ADPKD is known to be associated with heterozygous mutations in the PKD1 gene, located on chromosome 16p13.3. This accounts for 80–85% of cases. This leads to a defective polycystin 1 protein causing alteration in cell signaling pathways. This results in increased cell growth and fluid accumulation, causing the progressive development of multiple cysts and often leading to end stage renal disease. Frameshift, missense, nonsense, splicing, insertion, and rearrangement mutations have all been identified [10]. Specifically, a variant in the same splice acceptor we identified, c.1723-2A>C, has been previously reported as a cause of ADPKD, supporting this newly identified variant is also pathogenic.
FTGCT has been determined to be due to the combination of several genetic mutations as opposed to a mutation in one high-penetrance allele as originally hypothesized. Using genome-wide association study (GWAS) analysis, over 25 SNPs involving pathways such as KIT/KITLG signaling, alternative pathways of male germ cell development and differentiation, telomerase function, microtubule assembly and DNA damage repair have been identified in both familial and sporadic testicular germ cell tumors [8]. Together, a number of these mutations increase the relative risk of being affected with TGCT. PKD1, until now, has not been described as one of these involved genes.

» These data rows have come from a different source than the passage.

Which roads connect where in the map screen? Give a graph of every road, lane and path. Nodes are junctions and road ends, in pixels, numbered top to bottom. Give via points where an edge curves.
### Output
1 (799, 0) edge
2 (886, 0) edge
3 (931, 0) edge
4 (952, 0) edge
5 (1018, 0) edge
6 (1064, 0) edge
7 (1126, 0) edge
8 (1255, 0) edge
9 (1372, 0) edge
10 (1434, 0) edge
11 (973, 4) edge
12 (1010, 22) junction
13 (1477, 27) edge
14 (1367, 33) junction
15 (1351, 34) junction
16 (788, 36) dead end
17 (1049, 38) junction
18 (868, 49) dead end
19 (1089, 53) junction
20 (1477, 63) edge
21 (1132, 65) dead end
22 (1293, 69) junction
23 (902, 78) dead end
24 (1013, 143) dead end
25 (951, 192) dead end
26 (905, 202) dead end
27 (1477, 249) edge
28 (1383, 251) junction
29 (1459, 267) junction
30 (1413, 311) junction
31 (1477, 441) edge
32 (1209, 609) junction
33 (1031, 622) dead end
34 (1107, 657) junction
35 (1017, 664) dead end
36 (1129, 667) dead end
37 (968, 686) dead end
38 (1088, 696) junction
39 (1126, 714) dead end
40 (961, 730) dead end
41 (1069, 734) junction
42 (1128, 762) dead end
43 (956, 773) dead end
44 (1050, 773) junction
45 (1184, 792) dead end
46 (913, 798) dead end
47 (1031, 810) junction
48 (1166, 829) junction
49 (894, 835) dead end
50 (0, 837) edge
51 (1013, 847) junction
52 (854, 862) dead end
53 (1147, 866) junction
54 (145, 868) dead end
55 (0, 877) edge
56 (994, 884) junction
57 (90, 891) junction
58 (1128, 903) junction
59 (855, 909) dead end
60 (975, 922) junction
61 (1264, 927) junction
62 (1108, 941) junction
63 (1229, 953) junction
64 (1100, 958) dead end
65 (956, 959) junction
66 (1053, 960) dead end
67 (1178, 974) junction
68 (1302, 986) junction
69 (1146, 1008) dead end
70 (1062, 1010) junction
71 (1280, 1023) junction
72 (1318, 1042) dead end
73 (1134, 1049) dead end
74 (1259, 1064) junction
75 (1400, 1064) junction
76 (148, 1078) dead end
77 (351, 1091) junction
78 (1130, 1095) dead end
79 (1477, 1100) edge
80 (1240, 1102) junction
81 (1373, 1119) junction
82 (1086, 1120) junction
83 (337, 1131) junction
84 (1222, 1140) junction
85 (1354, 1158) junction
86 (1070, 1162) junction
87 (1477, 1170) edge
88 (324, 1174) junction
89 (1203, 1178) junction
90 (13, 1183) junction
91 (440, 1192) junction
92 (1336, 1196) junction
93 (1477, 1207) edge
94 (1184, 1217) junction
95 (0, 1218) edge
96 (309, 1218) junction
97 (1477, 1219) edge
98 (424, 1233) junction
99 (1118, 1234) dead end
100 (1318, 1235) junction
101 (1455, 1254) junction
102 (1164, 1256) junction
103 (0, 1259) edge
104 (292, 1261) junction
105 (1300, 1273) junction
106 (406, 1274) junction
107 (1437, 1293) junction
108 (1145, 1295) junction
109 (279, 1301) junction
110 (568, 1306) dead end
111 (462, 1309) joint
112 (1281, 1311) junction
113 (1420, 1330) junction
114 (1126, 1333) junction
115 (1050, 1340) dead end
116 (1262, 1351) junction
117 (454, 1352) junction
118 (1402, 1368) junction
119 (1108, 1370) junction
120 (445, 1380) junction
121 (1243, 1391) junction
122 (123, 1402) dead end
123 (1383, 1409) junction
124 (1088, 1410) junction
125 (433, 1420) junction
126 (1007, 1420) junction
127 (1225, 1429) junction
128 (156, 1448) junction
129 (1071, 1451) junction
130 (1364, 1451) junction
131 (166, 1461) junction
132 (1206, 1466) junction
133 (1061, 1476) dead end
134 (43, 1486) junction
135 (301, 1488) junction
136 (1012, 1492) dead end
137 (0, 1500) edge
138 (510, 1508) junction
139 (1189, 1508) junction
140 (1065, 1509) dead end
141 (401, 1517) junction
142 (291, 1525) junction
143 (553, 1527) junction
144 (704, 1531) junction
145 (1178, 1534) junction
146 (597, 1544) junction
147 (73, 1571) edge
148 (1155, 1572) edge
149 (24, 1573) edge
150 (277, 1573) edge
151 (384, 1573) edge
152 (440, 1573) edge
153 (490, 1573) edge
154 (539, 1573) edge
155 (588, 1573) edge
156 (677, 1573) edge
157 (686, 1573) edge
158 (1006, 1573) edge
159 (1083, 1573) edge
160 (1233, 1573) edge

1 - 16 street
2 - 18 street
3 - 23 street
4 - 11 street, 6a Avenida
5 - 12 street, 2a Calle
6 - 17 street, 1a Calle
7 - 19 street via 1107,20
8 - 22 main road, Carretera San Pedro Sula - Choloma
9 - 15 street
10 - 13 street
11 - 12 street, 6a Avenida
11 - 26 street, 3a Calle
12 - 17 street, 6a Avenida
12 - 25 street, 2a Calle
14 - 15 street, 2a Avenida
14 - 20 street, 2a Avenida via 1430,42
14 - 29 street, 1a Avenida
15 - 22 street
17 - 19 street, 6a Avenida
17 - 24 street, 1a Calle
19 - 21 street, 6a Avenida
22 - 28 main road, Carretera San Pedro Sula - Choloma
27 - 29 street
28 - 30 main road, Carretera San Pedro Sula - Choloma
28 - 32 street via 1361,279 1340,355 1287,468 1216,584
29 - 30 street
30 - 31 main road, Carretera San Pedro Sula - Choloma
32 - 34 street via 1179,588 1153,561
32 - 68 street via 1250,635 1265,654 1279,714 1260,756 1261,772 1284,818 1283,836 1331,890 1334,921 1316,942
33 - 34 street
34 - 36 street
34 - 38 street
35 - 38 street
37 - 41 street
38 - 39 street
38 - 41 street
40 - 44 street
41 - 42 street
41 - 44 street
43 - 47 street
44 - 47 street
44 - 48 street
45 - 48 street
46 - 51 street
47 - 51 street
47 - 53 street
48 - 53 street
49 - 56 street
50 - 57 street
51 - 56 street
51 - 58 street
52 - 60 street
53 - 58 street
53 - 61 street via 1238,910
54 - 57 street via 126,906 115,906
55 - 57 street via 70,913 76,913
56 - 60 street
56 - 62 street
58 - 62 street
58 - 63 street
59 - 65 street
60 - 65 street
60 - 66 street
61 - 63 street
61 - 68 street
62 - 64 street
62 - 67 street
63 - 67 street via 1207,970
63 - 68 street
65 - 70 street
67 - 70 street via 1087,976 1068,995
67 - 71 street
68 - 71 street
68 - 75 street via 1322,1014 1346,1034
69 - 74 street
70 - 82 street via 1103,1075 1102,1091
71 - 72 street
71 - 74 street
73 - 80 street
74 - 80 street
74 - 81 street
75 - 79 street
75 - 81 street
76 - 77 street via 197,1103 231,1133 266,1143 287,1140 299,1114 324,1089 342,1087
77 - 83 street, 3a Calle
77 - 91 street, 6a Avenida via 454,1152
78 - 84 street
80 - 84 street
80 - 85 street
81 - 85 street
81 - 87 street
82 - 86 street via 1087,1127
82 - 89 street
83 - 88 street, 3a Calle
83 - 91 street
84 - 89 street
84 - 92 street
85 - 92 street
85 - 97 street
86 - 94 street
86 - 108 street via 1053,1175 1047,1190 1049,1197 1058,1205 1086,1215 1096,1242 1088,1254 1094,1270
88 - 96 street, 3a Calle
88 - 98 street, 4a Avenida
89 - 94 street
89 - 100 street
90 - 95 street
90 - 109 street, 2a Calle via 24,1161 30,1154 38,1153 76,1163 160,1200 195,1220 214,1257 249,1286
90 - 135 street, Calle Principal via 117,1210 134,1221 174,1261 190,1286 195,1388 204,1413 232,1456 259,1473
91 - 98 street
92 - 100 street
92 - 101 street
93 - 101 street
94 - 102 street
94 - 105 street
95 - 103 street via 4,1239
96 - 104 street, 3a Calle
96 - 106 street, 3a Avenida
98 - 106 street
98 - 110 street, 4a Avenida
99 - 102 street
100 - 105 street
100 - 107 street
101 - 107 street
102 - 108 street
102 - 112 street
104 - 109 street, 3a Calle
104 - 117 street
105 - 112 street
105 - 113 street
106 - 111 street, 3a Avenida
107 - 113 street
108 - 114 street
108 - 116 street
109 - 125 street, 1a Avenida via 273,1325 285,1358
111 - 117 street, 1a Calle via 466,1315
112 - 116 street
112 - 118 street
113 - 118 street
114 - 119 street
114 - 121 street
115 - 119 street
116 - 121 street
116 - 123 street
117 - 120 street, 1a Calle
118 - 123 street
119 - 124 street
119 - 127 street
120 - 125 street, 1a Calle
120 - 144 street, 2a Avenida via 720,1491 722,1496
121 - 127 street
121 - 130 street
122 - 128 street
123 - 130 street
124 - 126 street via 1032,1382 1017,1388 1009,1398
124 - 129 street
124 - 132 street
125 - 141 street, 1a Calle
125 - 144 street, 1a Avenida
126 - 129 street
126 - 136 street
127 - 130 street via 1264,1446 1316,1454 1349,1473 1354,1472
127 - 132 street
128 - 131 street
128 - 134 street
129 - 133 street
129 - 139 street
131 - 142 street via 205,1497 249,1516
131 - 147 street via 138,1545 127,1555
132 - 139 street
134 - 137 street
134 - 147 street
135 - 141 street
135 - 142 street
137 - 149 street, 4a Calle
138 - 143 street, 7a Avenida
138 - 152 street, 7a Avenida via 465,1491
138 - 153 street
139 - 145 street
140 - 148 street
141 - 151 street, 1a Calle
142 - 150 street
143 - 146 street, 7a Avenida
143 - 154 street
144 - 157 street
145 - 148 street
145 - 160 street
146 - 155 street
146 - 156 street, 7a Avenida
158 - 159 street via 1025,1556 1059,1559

Based on the findings in this family, not only does the novel variant found contribute to ADPKD, but it likely also increases the risk of FTGCT in the male members of the family. As abdominal CT imaging is a standard part of the staging workup for patients with FTGCT, polycystic kidney disease should be identified if present. Alternatively, in those patients with ADPKD, if they are found to have the identified PKD1 c.1723-1G>A variant, an increased risk for FTGCT should be considered.
Acknowledgments
Support was provided by the David Geffen School of Medicine, UCLA Children’s Discovery and Innovation Institute, UCLA Jonsson Comprehensive Cancer Center, and UCLA Clinical Genomics Center.
Abbreviations Key
- ADPKD
Autosomal Dominant Polycystic Kidney Disease
- FTGCT
Familial Testicular Germ Cell Tumor
- CES
Clinical Exome Sequencing
Footnotes
Conflict of Interest Statement
No conflicts of interest to disclose.